Terrified of what he’s gotten into, John tries to return Nadia like an unsatisfactory Fortnum & Mason’s fruitcake. That proves tricky, especially after Nadia discovers and caters to his kinky sexual preferences. Alternately frightened, bewildered and delighted, John can’t decide if he’s fallen in love or just found a flesh-and-blood sex toy. And that’s just the start of his confusion.

When a besotted John plans a birthday party for Nadia, who should show up--and ask to stay a while--but her long-lost cousin Yuri (Kassovitz) and Yuri’s obstreperous new friend Alexei (Cassel). John, who doesn’t want to share Nadia with anyone, is aghast at the invasion of two feckless louts whose motto is “plans are for architects.” “Boisterous” is a mild word for this pair’s shenanigans, but the moment John finally feels he’s had enough is the point at which “Birthday Girl’s” plot really begins.

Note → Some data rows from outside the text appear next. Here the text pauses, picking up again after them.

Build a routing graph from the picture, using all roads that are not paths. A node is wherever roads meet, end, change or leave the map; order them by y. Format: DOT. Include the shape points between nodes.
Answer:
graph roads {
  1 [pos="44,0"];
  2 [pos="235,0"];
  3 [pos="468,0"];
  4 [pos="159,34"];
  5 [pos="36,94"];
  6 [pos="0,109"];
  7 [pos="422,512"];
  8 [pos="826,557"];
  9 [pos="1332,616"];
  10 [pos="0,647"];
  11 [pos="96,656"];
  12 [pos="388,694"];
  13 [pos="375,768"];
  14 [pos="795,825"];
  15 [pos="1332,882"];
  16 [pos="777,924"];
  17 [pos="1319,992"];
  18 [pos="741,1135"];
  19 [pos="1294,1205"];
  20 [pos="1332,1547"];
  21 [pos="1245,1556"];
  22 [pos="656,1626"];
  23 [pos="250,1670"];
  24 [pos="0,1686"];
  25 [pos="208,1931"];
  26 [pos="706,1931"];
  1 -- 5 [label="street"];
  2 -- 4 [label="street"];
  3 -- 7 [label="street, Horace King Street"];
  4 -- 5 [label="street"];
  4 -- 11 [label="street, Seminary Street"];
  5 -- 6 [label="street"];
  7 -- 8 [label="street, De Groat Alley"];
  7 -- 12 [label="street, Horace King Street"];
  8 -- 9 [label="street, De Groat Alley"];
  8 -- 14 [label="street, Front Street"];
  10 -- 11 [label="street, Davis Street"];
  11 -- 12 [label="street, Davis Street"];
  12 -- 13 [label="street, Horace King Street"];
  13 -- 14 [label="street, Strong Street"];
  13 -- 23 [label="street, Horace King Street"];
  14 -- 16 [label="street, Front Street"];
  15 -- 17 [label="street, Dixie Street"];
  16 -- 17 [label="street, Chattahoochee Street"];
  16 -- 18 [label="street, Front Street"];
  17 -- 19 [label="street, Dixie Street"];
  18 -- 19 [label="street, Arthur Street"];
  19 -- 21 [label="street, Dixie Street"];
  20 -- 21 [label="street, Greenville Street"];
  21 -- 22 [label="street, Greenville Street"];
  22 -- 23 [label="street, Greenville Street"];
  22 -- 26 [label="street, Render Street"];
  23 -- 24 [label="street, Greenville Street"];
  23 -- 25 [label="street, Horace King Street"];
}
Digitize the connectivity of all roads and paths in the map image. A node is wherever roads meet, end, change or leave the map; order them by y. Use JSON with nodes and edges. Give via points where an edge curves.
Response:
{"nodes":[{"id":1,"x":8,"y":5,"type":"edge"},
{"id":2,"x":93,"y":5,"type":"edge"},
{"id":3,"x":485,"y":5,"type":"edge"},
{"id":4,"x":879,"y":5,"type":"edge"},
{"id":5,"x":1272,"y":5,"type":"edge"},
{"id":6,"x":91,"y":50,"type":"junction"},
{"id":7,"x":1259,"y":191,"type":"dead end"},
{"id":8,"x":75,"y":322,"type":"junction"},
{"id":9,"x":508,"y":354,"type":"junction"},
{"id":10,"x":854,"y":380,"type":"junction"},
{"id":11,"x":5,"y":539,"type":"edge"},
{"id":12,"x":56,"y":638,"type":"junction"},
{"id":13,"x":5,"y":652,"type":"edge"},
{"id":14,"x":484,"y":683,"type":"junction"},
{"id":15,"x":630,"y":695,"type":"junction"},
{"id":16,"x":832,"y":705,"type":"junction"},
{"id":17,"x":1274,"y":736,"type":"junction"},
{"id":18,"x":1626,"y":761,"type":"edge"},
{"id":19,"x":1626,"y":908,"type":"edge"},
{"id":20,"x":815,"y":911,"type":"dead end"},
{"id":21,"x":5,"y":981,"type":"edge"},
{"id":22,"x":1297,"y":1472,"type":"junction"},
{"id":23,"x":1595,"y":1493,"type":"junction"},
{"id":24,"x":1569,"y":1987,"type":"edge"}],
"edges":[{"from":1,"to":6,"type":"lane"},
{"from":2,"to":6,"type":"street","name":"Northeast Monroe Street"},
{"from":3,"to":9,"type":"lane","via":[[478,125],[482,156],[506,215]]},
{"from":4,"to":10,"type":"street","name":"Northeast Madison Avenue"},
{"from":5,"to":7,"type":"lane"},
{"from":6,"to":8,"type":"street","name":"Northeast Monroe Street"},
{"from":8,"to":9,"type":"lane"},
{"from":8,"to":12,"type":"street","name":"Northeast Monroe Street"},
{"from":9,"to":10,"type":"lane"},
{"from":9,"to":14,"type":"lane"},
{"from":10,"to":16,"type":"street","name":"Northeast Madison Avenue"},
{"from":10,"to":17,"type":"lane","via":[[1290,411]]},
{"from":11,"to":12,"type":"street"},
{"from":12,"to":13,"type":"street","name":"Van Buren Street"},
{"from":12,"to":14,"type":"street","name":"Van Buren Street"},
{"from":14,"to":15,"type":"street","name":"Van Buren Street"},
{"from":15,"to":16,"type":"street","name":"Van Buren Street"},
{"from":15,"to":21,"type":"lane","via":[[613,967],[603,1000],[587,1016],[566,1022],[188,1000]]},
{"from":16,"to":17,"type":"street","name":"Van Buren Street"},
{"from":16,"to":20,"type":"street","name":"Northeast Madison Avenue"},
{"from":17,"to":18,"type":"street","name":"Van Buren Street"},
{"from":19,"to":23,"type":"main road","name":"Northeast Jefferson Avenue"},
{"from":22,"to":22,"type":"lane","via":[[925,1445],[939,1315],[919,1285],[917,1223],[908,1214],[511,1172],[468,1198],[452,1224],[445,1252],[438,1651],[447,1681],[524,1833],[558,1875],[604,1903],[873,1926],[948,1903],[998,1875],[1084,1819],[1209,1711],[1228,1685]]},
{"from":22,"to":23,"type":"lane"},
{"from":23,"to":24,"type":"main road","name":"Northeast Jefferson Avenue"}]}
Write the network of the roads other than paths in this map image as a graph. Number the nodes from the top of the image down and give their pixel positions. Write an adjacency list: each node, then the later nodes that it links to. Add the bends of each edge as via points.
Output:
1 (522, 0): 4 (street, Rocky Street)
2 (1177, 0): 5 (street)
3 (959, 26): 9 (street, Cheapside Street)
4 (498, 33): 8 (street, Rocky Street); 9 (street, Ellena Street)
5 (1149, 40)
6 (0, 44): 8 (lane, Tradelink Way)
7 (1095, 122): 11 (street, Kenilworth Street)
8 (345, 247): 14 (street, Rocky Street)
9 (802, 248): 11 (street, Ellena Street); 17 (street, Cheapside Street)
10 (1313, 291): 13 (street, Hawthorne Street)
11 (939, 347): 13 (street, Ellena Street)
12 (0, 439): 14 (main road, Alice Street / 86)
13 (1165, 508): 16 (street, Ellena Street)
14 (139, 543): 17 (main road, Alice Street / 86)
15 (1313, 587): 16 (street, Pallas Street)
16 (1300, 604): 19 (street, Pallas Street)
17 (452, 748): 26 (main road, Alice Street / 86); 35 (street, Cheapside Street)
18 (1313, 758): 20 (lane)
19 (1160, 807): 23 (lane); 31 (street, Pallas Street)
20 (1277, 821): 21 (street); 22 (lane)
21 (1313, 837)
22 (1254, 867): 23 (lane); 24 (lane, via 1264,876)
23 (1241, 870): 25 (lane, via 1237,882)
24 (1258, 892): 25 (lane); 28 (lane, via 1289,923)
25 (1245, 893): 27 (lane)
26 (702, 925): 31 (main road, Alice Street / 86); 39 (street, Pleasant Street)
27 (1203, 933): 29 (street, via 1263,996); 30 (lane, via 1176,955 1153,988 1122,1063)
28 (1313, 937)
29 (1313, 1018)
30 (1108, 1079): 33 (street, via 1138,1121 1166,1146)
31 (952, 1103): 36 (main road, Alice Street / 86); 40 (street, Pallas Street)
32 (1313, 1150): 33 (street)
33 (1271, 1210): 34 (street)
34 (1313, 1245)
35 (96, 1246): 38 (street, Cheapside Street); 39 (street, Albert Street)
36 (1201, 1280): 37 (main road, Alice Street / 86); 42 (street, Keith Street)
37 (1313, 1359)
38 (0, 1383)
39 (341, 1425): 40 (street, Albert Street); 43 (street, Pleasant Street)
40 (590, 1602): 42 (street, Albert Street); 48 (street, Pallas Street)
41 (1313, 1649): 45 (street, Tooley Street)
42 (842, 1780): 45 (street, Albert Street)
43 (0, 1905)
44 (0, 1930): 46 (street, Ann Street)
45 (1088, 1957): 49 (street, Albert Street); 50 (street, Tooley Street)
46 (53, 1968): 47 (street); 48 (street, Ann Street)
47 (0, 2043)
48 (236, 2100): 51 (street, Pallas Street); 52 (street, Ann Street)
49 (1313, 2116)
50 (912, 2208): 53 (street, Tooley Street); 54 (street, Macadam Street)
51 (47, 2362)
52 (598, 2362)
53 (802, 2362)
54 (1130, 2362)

For, complex though it may sound, the above is merely a prelude to “Birthday Girl’s” main action. That surprising series of constantly changing events moves so fast--and so enjoyably--it’s hard to notice or really care that it doesn’t necessarily make a whole lot of sense.

Keeping us involved are the uniformly fine performances of this polyglot cast, starting with the convincingly Slavic and always entertaining Kidman, who has considerable fun as the strong-minded, intrepid woman no man can resist.

As for the men in her life, Chaplin is adept as the buttoned-down, follow-the-rules functionary who’s gotten himself into something wild, while Kassovitz and Cassel, friends in real life, add a believable touch of bizarre comradeship to their portrayal of stereotypical Russians on the make.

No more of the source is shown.